殺了四人後,冷華庭淡漠地坐在床上,卻並不進攻,只是眼神凌厲地看著那員外,怒道,“你是什麼人?為何要謀害本官?”
那員外一見倒是心裡一鬆,冷華庭是個殘廢,雙腿不能走動,只能自保難以遠攻,事情已到了這份上,活捉不成,不如一不做二不休,殺了便是,如此一想,他便向門外退去。
冷華庭唇邊勾出一絲譏笑,自腰間摸出一條細索,手一抖,那細索如一條長蛇一般向那員外直卷而去,那員外舉刀一絞,肥胖的身軀靈巧地躍起,及時閃過那細索,冷華庭直起身子,手腕翻轉,抖得那細索如長蛇吐信,招招攻敵致命,那員外也不是蓋的,身手靈巧,騰跳挪閃,手中那柄青龍劍也是舞得虎虎生威,使得冷華庭一時還難以將他拿下。

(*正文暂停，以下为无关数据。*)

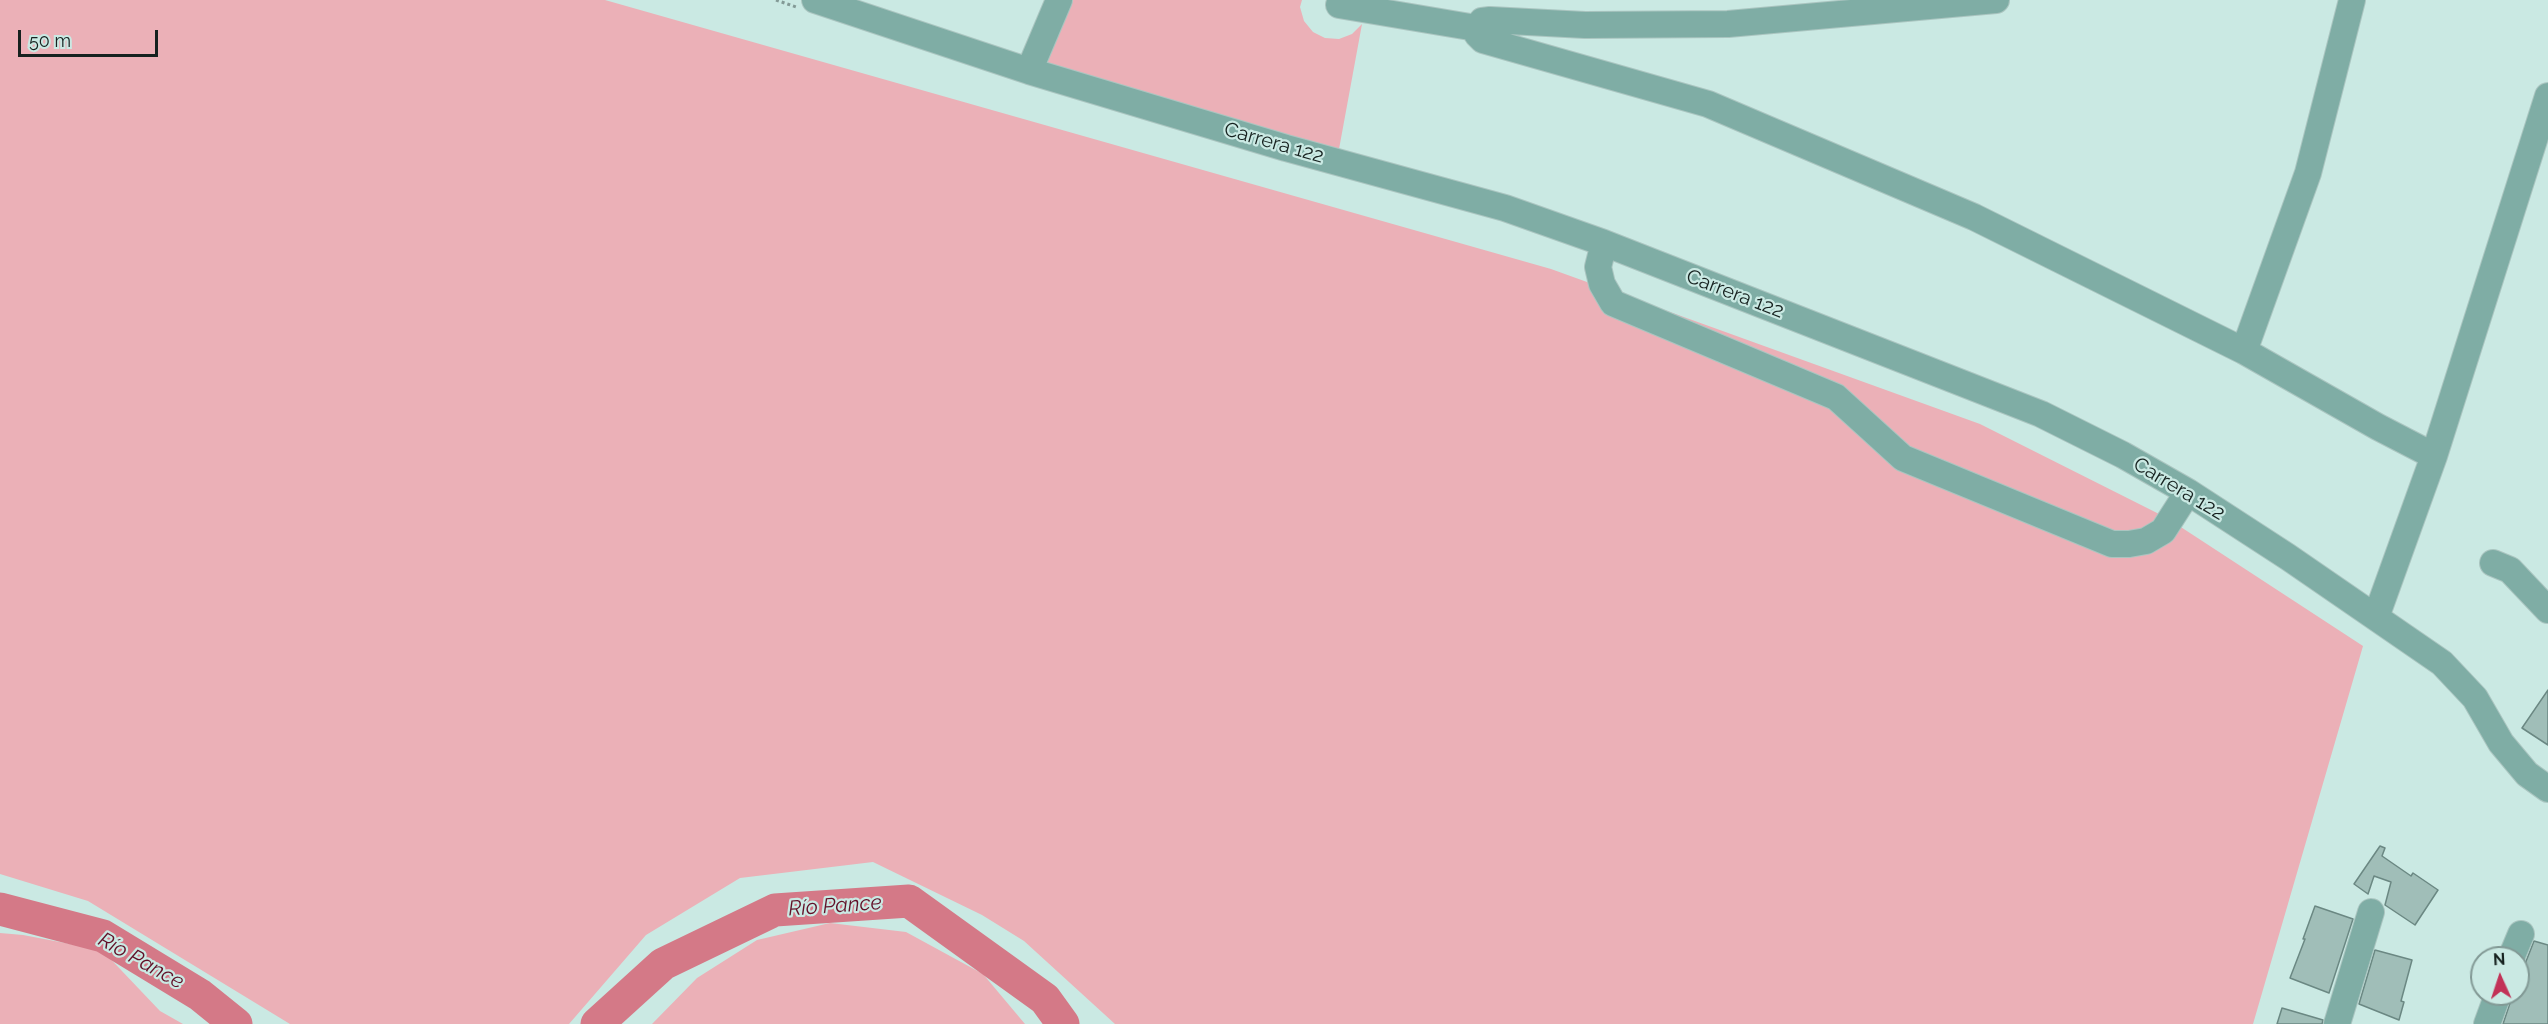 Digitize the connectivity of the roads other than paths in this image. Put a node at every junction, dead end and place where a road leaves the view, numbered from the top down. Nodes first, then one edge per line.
1 (814, 0) edge
2 (1059, 0) edge
3 (1996, 0) edge
4 (2352, 0) edge
5 (1339, 5) dead end
6 (1476, 28) junction
7 (1029, 71) junction
8 (2548, 96) edge
9 (1604, 243) junction
10 (2244, 351) junction
11 (2434, 456) junction
12 (2188, 492) junction
13 (2493, 563) dead end
14 (2548, 610) edge
15 (2376, 616) junction
16 (2548, 789) edge
17 (2371, 912) dead end
18 (2521, 934) dead end
19 (2516, 946) edge
20 (2494, 1006) edge
21 (2337, 1024) edge
22 (2487, 1024) edge

1 - 7 street, Carrera 122
2 - 7 street
3 - 6 street
4 - 10 street
5 - 6 street
6 - 10 street
7 - 9 street, Carrera 122
8 - 11 street
9 - 12 street, Carrera 122
9 - 12 street
10 - 11 street
11 - 15 street
12 - 15 street, Carrera 122
13 - 14 street
15 - 16 street, Carrera 122
17 - 21 street
18 - 19 street
20 - 22 street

那邊另兩個大漢見冷華庭被員外牽制住,便悄悄自兩邊包抄而來,一人揮刀,另一人卻是陰險地拿出暗器,向冷華庭招呼的同時,也向床上一直未動的錦娘攻去。
冷華庭見了鳳眼微眯,眼裡閃過一道嗜血的光芒,手中細索不停,仍是招招攻敵致命,卻是有空騰出一隻手來,拿起床邊的衣服隨手一旋,舞出一塊衣屏,將那暗器擋住的同時,還回贈了過去,那名使暗器之人立即跳起躲閃,冷華庭將衣服舞成棍狀,向那人抽將過去。
另一名黑衣人見機忙揮刀向冷華庭砍去,孰不知,冷華庭不過是佯招,那衣棍看似對著前面那人,其實正是等他揮刀逼近,才突然改了方向,直撲他面門,頓時抽得他一個趔趄,向前栽倒,冷華庭毫不猶豫,棄衣拿劍,左手一個劍花,便割下了那人頭盧。
方才死裡逃生的黑衣人見他如此勇猛,嚇得再也不敢前進,抱頭就往窗外竄,冷華庭也懶得管他,外面打鬥聲早就四起,看來,這一夥人為數不少,不然,冷謙幾個早過來護衛了,外面定然正在惡戰,此人出去也是個死,屋裡只剩那員外,後面就是屋牆,錦娘睡在床上應該再無危險,如此一想,他便縱身飛起,手持軟劍向那員外攻去。
那員外沒想到他輕功也如此強大,頭上一陣劍花飛舞,他忙舉刀相迎,料定冷華庭輕功再好,也不能在空中維持太久,一會便會落地,而他的殘腿定然會有束縛,自己只須抵過這幾招便好。
如此一想,他單手揮刀抵擋,另一隻手卻摸向腰間。
錦娘早已坐了起來,冷靜而淡定地看著自家相公,經過上次小巷被刺之後,面對鮮血和死亡,錦娘已經不那麼害怕和牴觸了,這分明就是個肉弱強食的社會,敵人不會因你的心慈手軟而放過你,只有以殺止殺,才能保護自己。
看到那員外神色有異,她突然感覺心裡一緊,大聲喊道:“砍斷他左手。”
冷華庭聽得微怔,軟劍原是攻向其頭盧的,依言便向那員外的左臂削去,那員外沒想到他突然變招,而且變得及快及準,自己右手一招用老,很難自救,那軟劍削來,只得身子往下一沉,稍稍躲過一些,但劍尖卻刺中了他的肩膀,顧時血流如汩。
錦娘正鬆了一口氣,卻不知,方才偷逃出去的那個黑衣人卻是躲在窗前,眼見著冷華庭沒有守在錦娘身邊了,便暗中一把暗器向錦娘射去。